И мне очень хотелось бы, чтобы вы прочли произведения авторов этого тома не как сочинения неких выдуманных «самураев», а как немножко (или пускай даже не немножко) странную, но при этом вполне русскую литературу.
мицуёси нумано
ян согиру
на синдзюку
Мы с моим другом Хван Сон Хёном мерили шагами Синдзюку от Якусё-тори к зданию Фурин-кайкан, когда наше внимание привлекло необычное зрелище. Худощавая высокая женщина гнала прочь какого-то приодетого в пиджак мужчину. Она лупила его по бокам своими затянутыми в бледно-зеленые колготки ногами, выбрасывая их далеко вперед и щедро выставляя на всеобщее обозрение. В ярком свете прогулочного квартала четко вырисовывались ее напряженный крепкий зад и впечатляюще безукоризненные линии бедер. Другая женщина загородила дорогу пытавшемуся улизнуть мужчине и боксировала, норовя нанести хук слева. Уворачиваясь от удара, мужчина поскользнулся и грохнулся. Только тогда растрепанные фурии, пританцовывая на ходу и держа в руках туфли на высоких каблуках, решительной походкой отошли в сторону. Больно было смотреть на бедолагу, безжалостно избиваемого двумя женщинами, однако никто, разумеется, даже не попытался его ободрить. Рядом со мной за этим зрелищем увлеченно наблюдал мужчина, по виду сутенер; он ржал во всю глотку. В спину улепетывающему мужчине полилась брань. «Давай-давай, проваливай!» — кричали обе дамы грубыми мужскими голосами, и только тут до нас дошло, что это педики.
— Слабак он все-таки. Чтоб какие-то пидоры да так отделали… — заметил Хван.
— Не скажи. Хоть и пидоры, а все же мужики, — возразил я. — Да еще, судя по всему, попроворней да понаходчивей нас с тобой. Работка-то у них рискованная.
Мрачно посмеиваясь, запыхавшиеся педики как ни в чем не бывало вновь принялись фланировать туда-сюда в компании своих приятелей и сводников, прочно занявших этот район. Они покачивали бедрами и приставали к прохожим. То ли оттого, что мы выглядели как деревенские простаки, то ли оттого, что бросали по сторонам жадные взгляды, один из них, здоровенный, с жирной шеей, прилепился к нам, как водоросль:
— Куда направляемся? Может, вместе развлечемся?

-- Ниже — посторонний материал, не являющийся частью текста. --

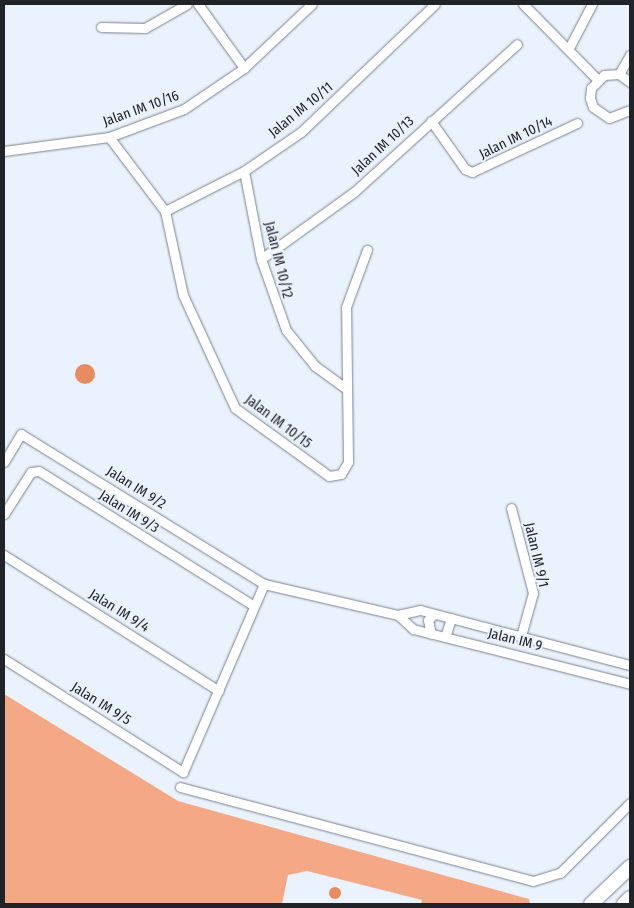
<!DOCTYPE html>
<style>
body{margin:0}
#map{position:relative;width:634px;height:908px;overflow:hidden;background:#eaf2fe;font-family:"Fira Sans Condensed",sans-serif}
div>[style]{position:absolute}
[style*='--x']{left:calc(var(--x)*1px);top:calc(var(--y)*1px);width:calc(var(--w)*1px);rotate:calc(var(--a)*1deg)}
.forest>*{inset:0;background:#f5a886}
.water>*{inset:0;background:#e98b61}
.round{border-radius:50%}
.roads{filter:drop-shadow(0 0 1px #7a828d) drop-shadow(0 0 1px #7a828d)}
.minor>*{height:9px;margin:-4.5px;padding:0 4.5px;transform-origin:4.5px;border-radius:4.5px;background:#fff}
.highway>*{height:14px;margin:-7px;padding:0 7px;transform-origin:7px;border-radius:7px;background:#fff}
span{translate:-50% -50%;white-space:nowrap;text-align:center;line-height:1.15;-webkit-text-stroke:4px #eaf2fe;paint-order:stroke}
.street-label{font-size:14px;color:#202327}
.frame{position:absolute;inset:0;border:5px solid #202327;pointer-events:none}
</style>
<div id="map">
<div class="forest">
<div style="clip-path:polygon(4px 694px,178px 801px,529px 899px,530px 904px,421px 904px,422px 900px,307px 871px,288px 875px,282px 904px,4px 904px)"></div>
</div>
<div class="water">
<div class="round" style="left:75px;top:364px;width:20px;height:20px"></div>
<div class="round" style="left:329px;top:887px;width:12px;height:12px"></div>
</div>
<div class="roads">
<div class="minor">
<div style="--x:198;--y:4;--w:79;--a:54.3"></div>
<div style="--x:523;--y:4;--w:105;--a:45.4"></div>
<div style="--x:101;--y:27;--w:44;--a:1.3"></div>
<div style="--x:145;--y:28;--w:48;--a:-29.7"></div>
<div style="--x:569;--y:48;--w:50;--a:-62.4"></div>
<div style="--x:619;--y:74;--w:22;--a:-60"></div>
<div style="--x:630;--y:82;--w:14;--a:-144"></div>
<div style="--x:619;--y:74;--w:15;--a:176"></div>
<div style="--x:604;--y:75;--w:18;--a:135"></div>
<div style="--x:591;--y:88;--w:10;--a:96"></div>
<div style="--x:590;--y:98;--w:9;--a:72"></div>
<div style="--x:593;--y:107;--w:19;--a:35"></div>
<div style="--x:609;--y:118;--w:22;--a:-21"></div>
<div style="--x:431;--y:121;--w:59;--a:54.7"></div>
<div style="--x:465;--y:169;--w:8;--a:23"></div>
<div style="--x:472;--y:172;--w:116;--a:-25"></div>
<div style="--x:109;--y:137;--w:93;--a:52.9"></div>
<div style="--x:165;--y:211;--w:86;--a:77.9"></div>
<div style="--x:183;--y:295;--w:124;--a:65.3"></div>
<div style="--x:235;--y:408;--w:116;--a:35.9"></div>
<div style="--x:329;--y:476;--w:12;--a:-9"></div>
<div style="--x:341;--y:474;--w:14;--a:-60"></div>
<div style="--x:348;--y:462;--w:155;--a:-90.7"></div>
<div style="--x:346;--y:307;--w:61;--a:-69.8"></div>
<div style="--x:4;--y:151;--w:106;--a:-7.6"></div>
<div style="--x:109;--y:137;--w:80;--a:-20.5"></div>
<div style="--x:184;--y:109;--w:73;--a:-34.3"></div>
<div style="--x:244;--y:68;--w:93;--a:-43.3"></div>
<div style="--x:244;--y:171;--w:90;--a:79.1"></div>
<div style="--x:261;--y:259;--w:75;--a:70.6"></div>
<div style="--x:286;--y:330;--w:46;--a:51.1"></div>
<div style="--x:315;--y:366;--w:37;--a:36"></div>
<div style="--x:165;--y:211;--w:89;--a:-26.9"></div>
<div style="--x:244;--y:171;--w:69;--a:-34.4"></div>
<div style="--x:301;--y:132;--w:185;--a:-43.7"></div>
<div style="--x:261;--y:259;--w:115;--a:-35.8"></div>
<div style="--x:354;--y:192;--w:220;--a:-42.2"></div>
<div style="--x:4;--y:462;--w:33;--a:-59"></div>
<div style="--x:21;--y:434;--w:286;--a:31.7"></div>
<div style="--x:264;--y:584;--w:138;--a:13"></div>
<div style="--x:398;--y:615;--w:23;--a:-13"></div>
<div style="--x:420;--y:610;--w:217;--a:14.7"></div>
<div style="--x:511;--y:508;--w:88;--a:75.5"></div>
<div style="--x:533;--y:593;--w:45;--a:105.6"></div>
<div style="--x:4;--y:514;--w:50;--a:-57.3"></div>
<div style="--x:31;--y:472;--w:8;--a:-7"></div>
<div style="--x:39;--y:471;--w:254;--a:32.1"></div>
<div style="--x:4;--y:555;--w:254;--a:32.3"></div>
<div style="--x:398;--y:615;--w:21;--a:43"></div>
<div style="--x:413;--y:629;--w:224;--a:14.2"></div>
<div style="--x:431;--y:634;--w:14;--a:-102"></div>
<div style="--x:428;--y:620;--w:8;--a:-45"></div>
<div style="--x:445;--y:637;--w:20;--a:-72"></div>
<div style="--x:4;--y:659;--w:212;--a:32.3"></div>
<div style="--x:183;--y:772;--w:205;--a:-66.7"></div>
<div style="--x:180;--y:787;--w:365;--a:14.9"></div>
<div style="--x:533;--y:881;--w:28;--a:-17"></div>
<div style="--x:560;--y:873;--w:99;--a:-45"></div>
</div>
<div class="highway">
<div style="--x:591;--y:904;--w:54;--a:-43.5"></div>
<div style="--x:624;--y:904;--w:8;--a:-45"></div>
</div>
</div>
<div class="street-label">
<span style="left:141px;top:109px;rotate:-20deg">Jalan IM 10/16</span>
<span style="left:301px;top:110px;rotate:-39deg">Jalan IM 10/11</span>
<span style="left:516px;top:138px;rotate:-26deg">Jalan IM 10/14</span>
<span style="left:383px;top:146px;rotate:-43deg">Jalan IM 10/13</span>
<span style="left:278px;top:260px;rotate:76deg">Jalan IM 10/12</span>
<span style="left:278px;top:422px;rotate:37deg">Jalan IM 10/15</span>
<span style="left:136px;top:488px;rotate:32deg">Jalan IM 9/2</span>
<span style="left:129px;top:512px;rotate:32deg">Jalan IM 9/3</span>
<span style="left:536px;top:555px;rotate:77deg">Jalan IM 9/1</span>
<span style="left:119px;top:611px;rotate:32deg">Jalan IM 9/4</span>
<span style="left:515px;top:640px;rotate:14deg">Jalan IM 9</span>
<span style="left:101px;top:704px;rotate:32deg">Jalan IM 9/5</span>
</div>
<div class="frame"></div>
</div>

Хван неопределенно ухмыльнулся. Он был слегка пьян, и в глубине его зрачков стояли лужицы желания. Намерение добавить новую порцию алкоголя в начинающую трезветь утробу вело нас на поиски подходящего заведения.
Мы нырнули в похожий на лабиринт тупичок, где в ожидании посетителей беспорядочно теснились распивочные, мелкие забегаловки, бары, закусочные и прочие мрачновато-грязные заведения. Все здесь было пропитано мерзостью, круто замешенной на зловонии слитой мочи, поноса и блевотины, харканья, крови, выбитых зубов. Под звуки «Сеул & Сеул» бились, как в агонии, хиппующие длинноволосики и облаченные в новомодные одежды двуполые существа, определить изначальную принадлежность которых к какому-то полу уже не представлялось возможным. Бродили здесь и добропорядочные горожане. На фасаде одного из заведений громадное чудовище-тотем изрыгало изо рта огонь, неоновые рекламы беспорядочно вспыхивали, как детские петарды.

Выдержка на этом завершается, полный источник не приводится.